Rude Awakening

I’ve been woken up each morning at around 5am for the last two days by a constant stream of helicopters and jets passing over my house here in Kandahar City. A big battle is being fought in Dand district, just over 10 kilometres away from the city.

The Taliban are able to operate within the city, as shown by the world’s largest prison break a month or so ago, but the main fighting goes on in the districts.
In fact I’m amazed how bad things have become so quickly since I was last here in February. It’s probably a combination of the prison break and the summer season, when fighting usually picks up. At least 1000 criminals and Taliban fighters on the run doesn’t help, either.

I went to Arghandab district, nowadays probably the most strategic location that’s under threat from the Taliban and that looks set to fall in the next couple of months. It’s already more or less completely infiltrated, especially what with Mullah Omar’s father-in-law on the district shura… Here’s a video:

 

A huge operation was carried out in Arghandab just over two weeks ago, with at least a dozen men kidnapped from their homes (multiple villages all over the district, but all at exactly the same time) and some killed. One village saw the mother, father, two sons and grandson killed when the father resisted being kidnapped and fought back. A fistfight ended in gunshots.
Arghandab faced further Taliban encroachments in the past few days. On 9th August, 4 people were kidnapped from Khuja Mulk village, and on 10th August a former mujahideen commander was killed in Kohak.
These attacks are thus in the far east and the far west, showing the extent of the Taliban’s ability to operate in Arghandab and to carry out their operations. In reality, the Taliban are present throughout the entire district.

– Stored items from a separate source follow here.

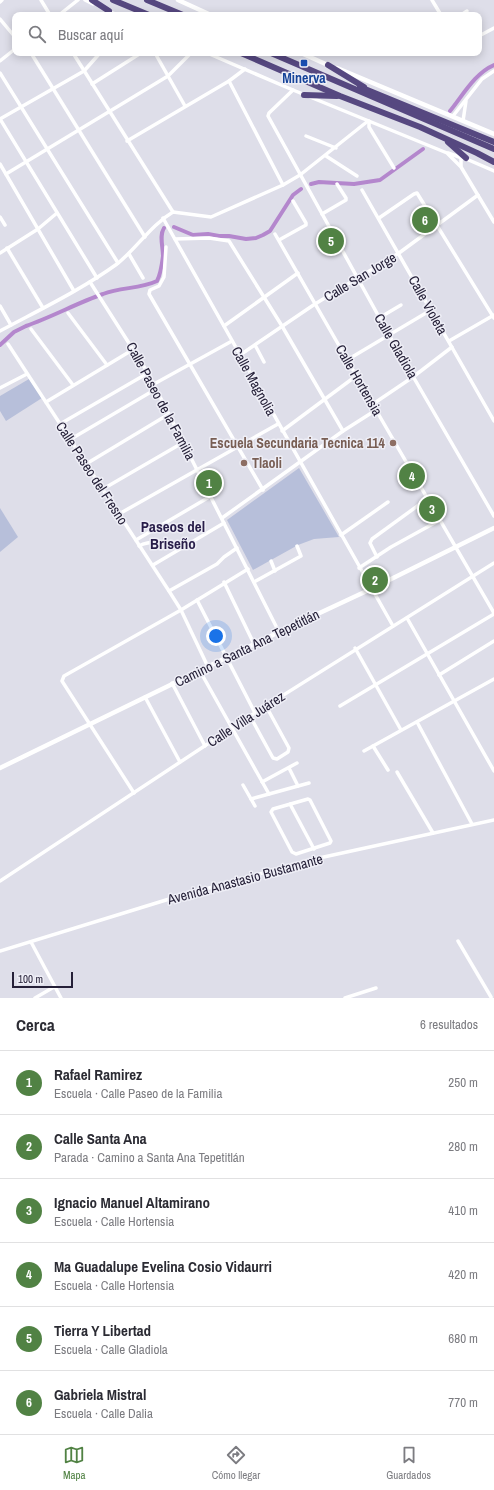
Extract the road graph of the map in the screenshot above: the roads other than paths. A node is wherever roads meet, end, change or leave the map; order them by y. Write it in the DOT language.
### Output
graph roads {
  1 [pos="41,0"];
  2 [pos="78,0"];
  3 [pos="85,0"];
  4 [pos="92,0"];
  5 [pos="113,0"];
  6 [pos="147,0"];
  7 [pos="178,0"];
  8 [pos="433,1"];
  9 [pos="109,11"];
  10 [pos="48,12"];
  11 [pos="63,12"];
  12 [pos="143,12"];
  13 [pos="176,12"];
  14 [pos="204,12"];
  15 [pos="439,12"];
  16 [pos="0,19"];
  17 [pos="494,28"];
  18 [pos="12,33"];
  19 [pos="482,34"];
  20 [pos="12,51"];
  21 [pos="32,56"];
  22 [pos="75,56"];
  23 [pos="97,56"];
  24 [pos="136,56"];
  25 [pos="157,56"];
  26 [pos="188,56"];
  27 [pos="214,56"];
  28 [pos="248,56"];
  29 [pos="278,56"];
  30 [pos="308,56"];
  31 [pos="0,61"];
  32 [pos="328,65"];
  33 [pos="245,69"];
  34 [pos="310,70"];
  35 [pos="84,71"];
  36 [pos="494,71"];
  37 [pos="0,73"];
  38 [pos="168,76"];
  39 [pos="229,81"];
  40 [pos="92,84"];
  41 [pos="52,88"];
  42 [pos="293,90"];
  43 [pos="371,91"];
  44 [pos="304,95"];
  45 [pos="340,96"];
  46 [pos="466,100"];
  47 [pos="21,106"];
  48 [pos="185,106"];
  49 [pos="109,112"];
  50 [pos="452,116"];
  51 [pos="0,119"];
  52 [pos="369,121"];
  53 [pos="463,121"];
  54 [pos="79,130"];
  55 [pos="494,134"];
  56 [pos="306,136"];
  57 [pos="444,138"];
  58 [pos="127,140"];
  59 [pos="494,142"];
  60 [pos="336,148"];
  61 [pos="48,149"];
  62 [pos="494,149"];
  63 [pos="447,153"];
  64 [pos="326,156"];
  65 [pos="464,158"];
  66 [pos="26,162"];
  67 [pos="494,162"];
  68 [pos="0,164"];
  69 [pos="461,167"];
  70 [pos="394,168"];
  71 [pos="494,171"];
  72 [pos="6,174"];
  73 [pos="300,175"];
  74 [pos="357,176"];
  75 [pos="337,184"];
  76 [pos="283,185"];
  77 [pos="362,190"];
  78 [pos="478,195"];
  79 [pos="293,202"];
  80 [pos="174,212"];
  81 [pos="57,213"];
  82 [pos="322,214"];
  83 [pos="0,217"];
  84 [pos="163,218"];
  85 [pos="379,218"];
  86 [pos="494,222"];
  87 [pos="5,225"];
  88 [pos="437,226"];
  89 [pos="38,228"];
  90 [pos="275,234"];
  91 [pos="145,236"];
  92 [pos="175,239"];
  93 [pos="279,240"];
  94 [pos="166,247"];
  95 [pos="7,248"];
  96 [pos="0,253"];
  97 [pos="399,253"];
  98 [pos="129,254"];
  99 [pos="118,263"];
  100 [pos="298,273"];
  101 [pos="97,278"];
  102 [pos="143,278"];
  103 [pos="357,278"];
  104 [pos="90,282"];
  105 [pos="74,291"];
  106 [pos="265,298"];
  107 [pos="315,304"];
  108 [pos="401,305"];
  109 [pos="0,306"];
  110 [pos="43,308"];
  111 [pos="431,310"];
  112 [pos="68,313"];
  113 [pos="494,316"];
  114 [pos="380,318"];
  115 [pos="12,325"];
  116 [pos="224,326"];
  117 [pos="282,326"];
  118 [pos="32,329"];
  119 [pos="0,331"];
  120 [pos="389,335"];
  121 [pos="232,341"];
  122 [pos="449,341"];
  123 [pos="8,344"];
  124 [pos="254,345"];
  125 [pos="452,347"];
  126 [pos="134,348"];
  127 [pos="240,355"];
  128 [pos="347,360"];
  129 [pos="264,362"];
  130 [pos="190,364"];
  131 [pos="107,365"];
  132 [pos="148,373"];
  133 [pos="27,374"];
  134 [pos="356,376"];
  135 [pos="413,377"];
  136 [pos="154,384"];
  137 [pos="73,385"];
  138 [pos="0,388"];
  139 [pos="156,389"];
  140 [pos="326,399"];
  141 [pos="46,402"];
  142 [pos="373,404"];
  143 [pos="376,410"];
  144 [pos="492,413"];
  145 [pos="170,414"];
  146 [pos="494,421"];
  147 [pos="60,424"];
  148 [pos="278,424"];
  149 [pos="282,431"];
  150 [pos="343,431"];
  151 [pos="70,439"];
  152 [pos="184,442"];
  153 [pos="238,447"];
  154 [pos="300,463"];
  155 [pos="86,464"];
  156 [pos="197,469"];
  157 [pos="103,489"];
  158 [pos="262,490"];
  159 [pos="211,496"];
  160 [pos="428,499"];
  161 [pos="388,502"];
  162 [pos="119,514"];
  163 [pos="494,516"];
  164 [pos="222,518"];
  165 [pos="440,520"];
  166 [pos="224,523"];
  167 [pos="494,528"];
  168 [pos="341,535"];
  169 [pos="136,540"];
  170 [pos="185,545"];
  171 [pos="139,546"];
  172 [pos="297,546"];
  173 [pos="455,547"];
  174 [pos="237,548"];
  175 [pos="377,557"];
  176 [pos="271,561"];
  177 [pos="494,563"];
  178 [pos="153,566"];
  179 [pos="359,568"];
  180 [pos="248,569"];
  181 [pos="275,571"];
  182 [pos="472,576"];
  183 [pos="224,582"];
  184 [pos="254,582"];
  185 [pos="371,589"];
  186 [pos="169,591"];
  187 [pos="197,600"];
  188 [pos="181,610"];
  189 [pos="494,613"];
  190 [pos="407,618"];
  191 [pos="393,626"];
  192 [pos="279,632"];
  193 [pos="494,641"];
  194 [pos="254,644"];
  195 [pos="356,648"];
  196 [pos="427,654"];
  197 [pos="226,658"];
  198 [pos="208,667"];
  199 [pos="200,671"];
  200 [pos="439,675"];
  201 [pos="494,679"];
  202 [pos="172,683"];
  203 [pos="376,684"];
  204 [pos="145,697"];
  205 [pos="454,702"];
  206 [pos="266,706"];
  207 [pos="340,706"];
  208 [pos="255,713"];
  209 [pos="250,716"];
  210 [pos="417,722"];
  211 [pos="90,725"];
  212 [pos="233,727"];
  213 [pos="401,730"];
  214 [pos="205,746"];
  215 [pos="373,746"];
  216 [pos="364,751"];
  217 [pos="180,762"];
  218 [pos="297,763"];
  219 [pos="0,768"];
  220 [pos="289,768"];
  221 [pos="388,770"];
  222 [pos="494,771"];
  223 [pos="397,772"];
  224 [pos="262,782"];
  225 [pos="309,783"];
  226 [pos="243,785"];
  227 [pos="298,786"];
  228 [pos="134,794"];
  229 [pos="269,794"];
  230 [pos="252,799"];
  231 [pos="290,804"];
  232 [pos="255,806"];
  233 [pos="494,820"];
  234 [pos="472,824"];
  235 [pos="433,833"];
  236 [pos="314,849"];
  237 [pos="307,852"];
  238 [pos="301,853"];
  239 [pos="310,860"];
  240 [pos="303,862"];
  241 [pos="0,881"];
  242 [pos="458,941"];
  243 [pos="31,942"];
  244 [pos="0,951"];
  245 [pos="54,987"];
  246 [pos="376,988"];
  247 [pos="491,996"];
  248 [pos="35,998"];
  249 [pos="61,998"];
  250 [pos="346,998"];
  1 -- 10 [label="street"];
  2 -- 11 [label="street"];
  3 -- 9 [label="street"];
  4 -- 9 [label="highway"];
  5 -- 12 [label="highway"];
  6 -- 13 [label="highway"];
  7 -- 14 [label="street"];
  8 -- 15 [label="street"];
  16 -- 18 [label="street"];
  17 -- 19 [label="street"];
  20 -- 31 [label="street"];
  21 -- 41 [label="street"];
  22 -- 35 [label="street"];
  23 -- 35 [label="street"];
  24 -- 40 [label="street"];
  25 -- 38 [label="street"];
  26 -- 38 [label="street"];
  27 -- 33 [label="street"];
  28 -- 45 [label="highway"];
  29 -- 34 [label="highway"];
  30 -- 32 [label="street"];
  32 -- 43 [label="highway"];
  32 -- 50 [label="street"];
  33 -- 39 [label="street"];
  33 -- 42 [label="street"];
  34 -- 43 [label="highway"];
  34 -- 62 [label="highway"];
  35 -- 40 [label="street"];
  35 -- 41 [label="street"];
  36 -- 46 [label="street"];
  37 -- 47 [label="street"];
  38 -- 48 [label="street"];
  38 -- 49 [label="street"];
  39 -- 48 [label="street"];
  39 -- 76 [label="street"];
  40 -- 49 [label="street"];
  41 -- 47 [label="street"];
  41 -- 54 [label="street"];
  42 -- 44 [label="street"];
  42 -- 73 [label="street, Calle Gladiola"];
  43 -- 59 [label="highway"];
  44 -- 45 [label="highway"];
  44 -- 52 [label="street"];
  45 -- 57 [label="highway"];
  46 -- 50 [label="street"];
  46 -- 53 [label="street"];
  47 -- 51 [label="street"];
  47 -- 61 [label="street"];
  48 -- 58 [label="street"];
  49 -- 54 [label="street"];
  49 -- 58 [label="street"];
  50 -- 53 [label="street"];
  51 -- 66 [label="street"];
  52 -- 60 [label="street"];
  52 -- 63 [label="street"];
  52 -- 70 [label="street"];
  53 -- 55 [label="street"];
  54 -- 61 [label="street"];
  54 -- 91 [label="street"];
  56 -- 60 [label="street"];
  57 -- 65 [label="highway"];
  57 -- 67 [label="highway"];
  58 -- 80 [label="street"];
  60 -- 64 [label="street"];
  61 -- 66 [label="street"];
  61 -- 99 [label="street"];
  63 -- 65 [label="street"];
  63 -- 69 [label="street"];
  64 -- 73 [label="street"];
  64 -- 74 [label="street"];
  65 -- 69 [label="street"];
  65 -- 71 [label="street"];
  66 -- 72 [label="street"];
  66 -- 81 [label="street"];
  68 -- 72 [label="street"];
  69 -- 78 [label="street"];
  72 -- 89 [label="street"];
  73 -- 76 [label="street"];
  73 -- 82 [label="street, Calle Gladiola"];
  75 -- 82 [label="street"];
  76 -- 80 [label="street"];
  77 -- 85 [label="street, Calle Violeta"];
  78 -- 86 [label="street"];
  78 -- 88 [label="street, Calle San Jorge"];
  79 -- 93 [label="street"];
  80 -- 84 [label="street"];
  81 -- 89 [label="street"];
  81 -- 101 [label="street"];
  82 -- 103 [label="street, Calle Gladiola"];
  83 -- 87 [label="street"];
  84 -- 91 [label="street"];
  84 -- 92 [label="street, Calle Magnolia"];
  85 -- 88 [label="street"];
  85 -- 97 [label="street, Calle Violeta"];
  88 -- 97 [label="street, Calle San Jorge"];
  88 -- 113 [label="street"];
  89 -- 95 [label="street"];
  89 -- 105 [label="street"];
  90 -- 93 [label="street, Calle Hortensia"];
  91 -- 98 [label="street"];
  92 -- 106 [label="street"];
  92 -- 116 [label="street, Calle Magnolia"];
  93 -- 100 [label="street, Calle Hortensia"];
  94 -- 130 [label="street"];
  95 -- 96 [label="street"];
  95 -- 110 [label="street"];
  97 -- 103 [label="street, Calle San Jorge"];
  97 -- 111 [label="street, Calle Violeta"];
  98 -- 99 [label="street"];
  98 -- 102 [label="street"];
  99 -- 101 [label="street"];
  100 -- 106 [label="street"];
  100 -- 107 [label="street, Calle Hortensia"];
  101 -- 104 [label="street"];
  103 -- 107 [label="street, Calle San Jorge"];
  103 -- 114 [label="street, Calle Gladiola"];
  104 -- 105 [label="street"];
  104 -- 126 [label="street, Calle Paseo de la Familia"];
  105 -- 110 [label="street"];
  106 -- 116 [label="street"];
  106 -- 117 [label="street"];
  107 -- 117 [label="street, Calle San Jorge"];
  107 -- 128 [label="street, Calle Hortensia"];
  108 -- 114 [label="street"];
  109 -- 115 [label="street"];
  110 -- 115 [label="street"];
  111 -- 120 [label="street"];
  111 -- 122 [label="street, Calle Violeta"];
  112 -- 131 [label="street"];
  113 -- 122 [label="street"];
  114 -- 120 [label="street, Calle Gladiola"];
  115 -- 119 [label="street"];
  116 -- 121 [label="street, Calle Magnolia"];
  117 -- 124 [label="street, Calle San Jorge"];
  117 -- 140 [label="street"];
  118 -- 137 [label="street"];
  120 -- 128 [label="street"];
  120 -- 135 [label="street, Calle Gladiola"];
  121 -- 127 [label="street, Calle Magnolia"];
  121 -- 130 [label="street"];
  122 -- 125 [label="street, Calle Violeta"];
  123 -- 133 [label="street, Calle Paseo del Fresno"];
  124 -- 127 [label="street, Calle San Jorge"];
  124 -- 129 [label="street"];
  125 -- 135 [label="street"];
  125 -- 144 [label="street, Calle Violeta"];
  126 -- 131 [label="street"];
  126 -- 132 [label="street, Calle Paseo de la Familia"];
  127 -- 148 [label="street, Calle Magnolia"];
  128 -- 134 [label="street, Calle Hortensia"];
  130 -- 136 [label="street"];
  130 -- 153 [label="street"];
  131 -- 137 [label="street"];
  132 -- 136 [label="street, Calle Paseo de la Familia"];
  132 -- 147 [label="street"];
  133 -- 138 [label="street"];
  133 -- 141 [label="street, Calle Paseo del Fresno"];
  134 -- 140 [label="street"];
  134 -- 142 [label="street, Calle Hortensia"];
  135 -- 142 [label="street"];
  135 -- 163 [label="street, Calle Gladiola"];
  136 -- 139 [label="street, Calle Paseo de la Familia"];
  137 -- 141 [label="street"];
  139 -- 145 [label="street, Calle Paseo de la Familia"];
  139 -- 151 [label="street"];
  140 -- 149 [label="street"];
  140 -- 150 [label="street"];
  141 -- 147 [label="street, Calle Paseo del Fresno"];
  142 -- 143 [label="street, Calle Hortensia"];
  143 -- 150 [label="street"];
  143 -- 160 [label="street, Calle Hortensia"];
  144 -- 146 [label="street, Calle Violeta"];
  145 -- 152 [label="street, Calle Paseo de la Familia"];
  145 -- 155 [label="street"];
  147 -- 151 [label="street, Calle Paseo del Fresno"];
  148 -- 149 [label="street, Calle Magnolia"];
  148 -- 153 [label="street"];
  149 -- 154 [label="street, Calle Magnolia"];
  150 -- 154 [label="street"];
  151 -- 155 [label="street, Calle Paseo del Fresno"];
  152 -- 156 [label="street, Calle Paseo de la Familia"];
  152 -- 157 [label="street"];
  153 -- 156 [label="street"];
  153 -- 158 [label="street"];
  154 -- 158 [label="street"];
  154 -- 168 [label="street, Calle Magnolia"];
  155 -- 157 [label="street, Calle Paseo del Fresno"];
  156 -- 159 [label="street, Calle Paseo de la Familia"];
  156 -- 162 [label="street"];
  157 -- 162 [label="street, Calle Paseo del Fresno"];
  158 -- 164 [label="street"];
  159 -- 164 [label="street, Calle Paseo de la Familia"];
  159 -- 169 [label="street"];
  160 -- 165 [label="street, Calle Hortensia"];
  160 -- 175 [label="street"];
  161 -- 168 [label="street"];
  162 -- 169 [label="street, Calle Paseo del Fresno"];
  164 -- 166 [label="street, Calle Paseo de la Familia"];
  165 -- 173 [label="street, Calle Hortensia"];
  165 -- 175 [label="street"];
  166 -- 170 [label="street"];
  166 -- 174 [label="street, Calle Paseo de la Familia"];
  167 -- 173 [label="street, Camino a Santa Ana Tepetitlán"];
  168 -- 179 [label="street, Calle Magnolia"];
  169 -- 171 [label="street, Calle Paseo del Fresno"];
  170 -- 171 [label="street"];
  170 -- 178 [label="street"];
  171 -- 178 [label="street, Calle Paseo del Fresno"];
  172 -- 181 [label="street"];
  173 -- 182 [label="street, Calle Hortensia"];
  173 -- 185 [label="street, Camino a Santa Ana Tepetitlán"];
  174 -- 180 [label="street, Calle Paseo de la Familia"];
  174 -- 186 [label="street"];
  175 -- 179 [label="street"];
  176 -- 181 [label="street"];
  177 -- 182 [label="street, Calle Villa Juárez"];
  178 -- 186 [label="street, Calle Paseo del Fresno"];
  179 -- 185 [label="street, Calle Magnolia"];
  180 -- 183 [label="street"];
  180 -- 184 [label="street, Calle Paseo de la Familia"];
  181 -- 184 [label="street"];
  182 -- 189 [label="street, Calle Hortensia"];
  182 -- 190 [label="street, Calle Villa Juárez"];
  183 -- 187 [label="street"];
  183 -- 194 [label="street"];
  184 -- 192 [label="street, Calle Paseo de la Familia"];
  185 -- 191 [label="street, Calle Magnolia"];
  185 -- 192 [label="street, Camino a Santa Ana Tepetitlán"];
  186 -- 188 [label="street, Calle Paseo del Fresno"];
  187 -- 188 [label="street"];
  187 -- 197 [label="street"];
  188 -- 198 [label="street, Calle Paseo del Fresno"];
  188 -- 211 [label="street"];
  189 -- 196 [label="street"];
  190 -- 191 [label="street, Calle Villa Juárez"];
  190 -- 196 [label="street"];
  191 -- 195 [label="street, Calle Villa Juárez"];
  192 -- 194 [label="street, Camino a Santa Ana Tepetitlán"];
  193 -- 200 [label="street"];
  194 -- 197 [label="street, Camino a Santa Ana Tepetitlán"];
  195 -- 203 [label="street"];
  195 -- 206 [label="street, Calle Villa Juárez"];
  196 -- 200 [label="street"];
  196 -- 203 [label="street"];
  197 -- 198 [label="street, Camino a Santa Ana Tepetitlán"];
  197 -- 208 [label="street"];
  198 -- 199 [label="street, Camino a Santa Ana Tepetitlán"];
  199 -- 202 [label="street, Camino a Santa Ana Tepetitlán"];
  199 -- 212 [label="street"];
  200 -- 205 [label="street"];
  201 -- 205 [label="street"];
  202 -- 204 [label="street, Camino a Santa Ana Tepetitlán"];
  202 -- 214 [label="street"];
  203 -- 207 [label="street"];
  203 -- 213 [label="street"];
  204 -- 211 [label="street, Camino a Santa Ana Tepetitlán"];
  204 -- 217 [label="street"];
  205 -- 210 [label="street"];
  205 -- 222 [label="street"];
  206 -- 208 [label="street, Calle Villa Juárez"];
  206 -- 209 [label="street"];
  208 -- 209 [label="street, Calle Villa Juárez"];
  209 -- 212 [label="street, Calle Villa Juárez"];
  210 -- 213 [label="street"];
  210 -- 234 [label="street"];
  211 -- 219 [label="street, Camino a Santa Ana Tepetitlán"];
  211 -- 228 [label="street"];
  212 -- 214 [label="street, Calle Villa Juárez"];
  212 -- 224 [label="street"];
  213 -- 215 [label="street"];
  214 -- 217 [label="street, Calle Villa Juárez"];
  215 -- 216 [label="street"];
  215 -- 221 [label="street"];
  217 -- 228 [label="street, Calle Villa Juárez"];
  218 -- 220 [label="street"];
  220 -- 224 [label="street"];
  220 -- 227 [label="street"];
  223 -- 235 [label="street"];
  224 -- 229 [label="street"];
  225 -- 227 [label="street"];
  226 -- 230 [label="street"];
  227 -- 229 [label="street"];
  228 -- 241 [label="street, Calle Villa Juárez"];
  229 -- 230 [label="street"];
  230 -- 232 [label="street"];
  231 -- 236 [label="street"];
  231 -- 236 [label="street"];
  231 -- 238 [label="street"];
  233 -- 234 [label="street, Avenida Anastasio Bustamante"];
  234 -- 235 [label="street, Avenida Anastasio Bustamante"];
  235 -- 239 [label="street, Avenida Anastasio Bustamante"];
  236 -- 237 [label="street"];
  237 -- 238 [label="street"];
  237 -- 239 [label="street"];
  238 -- 240 [label="street"];
  239 -- 240 [label="street, Avenida Anastasio Bustamante"];
  240 -- 243 [label="street, Avenida Anastasio Bustamante"];
  242 -- 247 [label="street"];
  243 -- 244 [label="street, Avenida Anastasio Bustamante"];
  243 -- 245 [label="street"];
  245 -- 248 [label="street"];
  245 -- 249 [label="street"];
  246 -- 250 [label="street"];
}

A couple of years ago I remember going swimming in the streams that flowed off from the Arghandab river every day for at least a month. Now it’s no longer safe to do that, and I have to content myself with an occasional trip to a billionaire former druglord’s palace to use his pool.
As much a rite of passage for foreign journalists as for poor Afghans seeking miracles, the Arab Cemetery in Kandahar (attached to the Taliban Cemetery) is situated a little way outside town.

A friend going there for some photos took my Flip Camera with him and made some videos.
Due to some technical difficulties relating to the theft of my Sony Vaio charger while transiting through the airport, I’m unable to edit the videos together into one single video.
Here you can see boys tending to the graves in the Arab Cemetery. They’re putting salt into the bowls at the foot of each grave. People come to pray for a medical miracle, or for assistance with their problems, and eat the salt as part of this belief.

 

Of course, it has nothing to do with Islam, but in a part of the country where there are often only a dozen doctors operating outside the city, you have to take whatever help you can get.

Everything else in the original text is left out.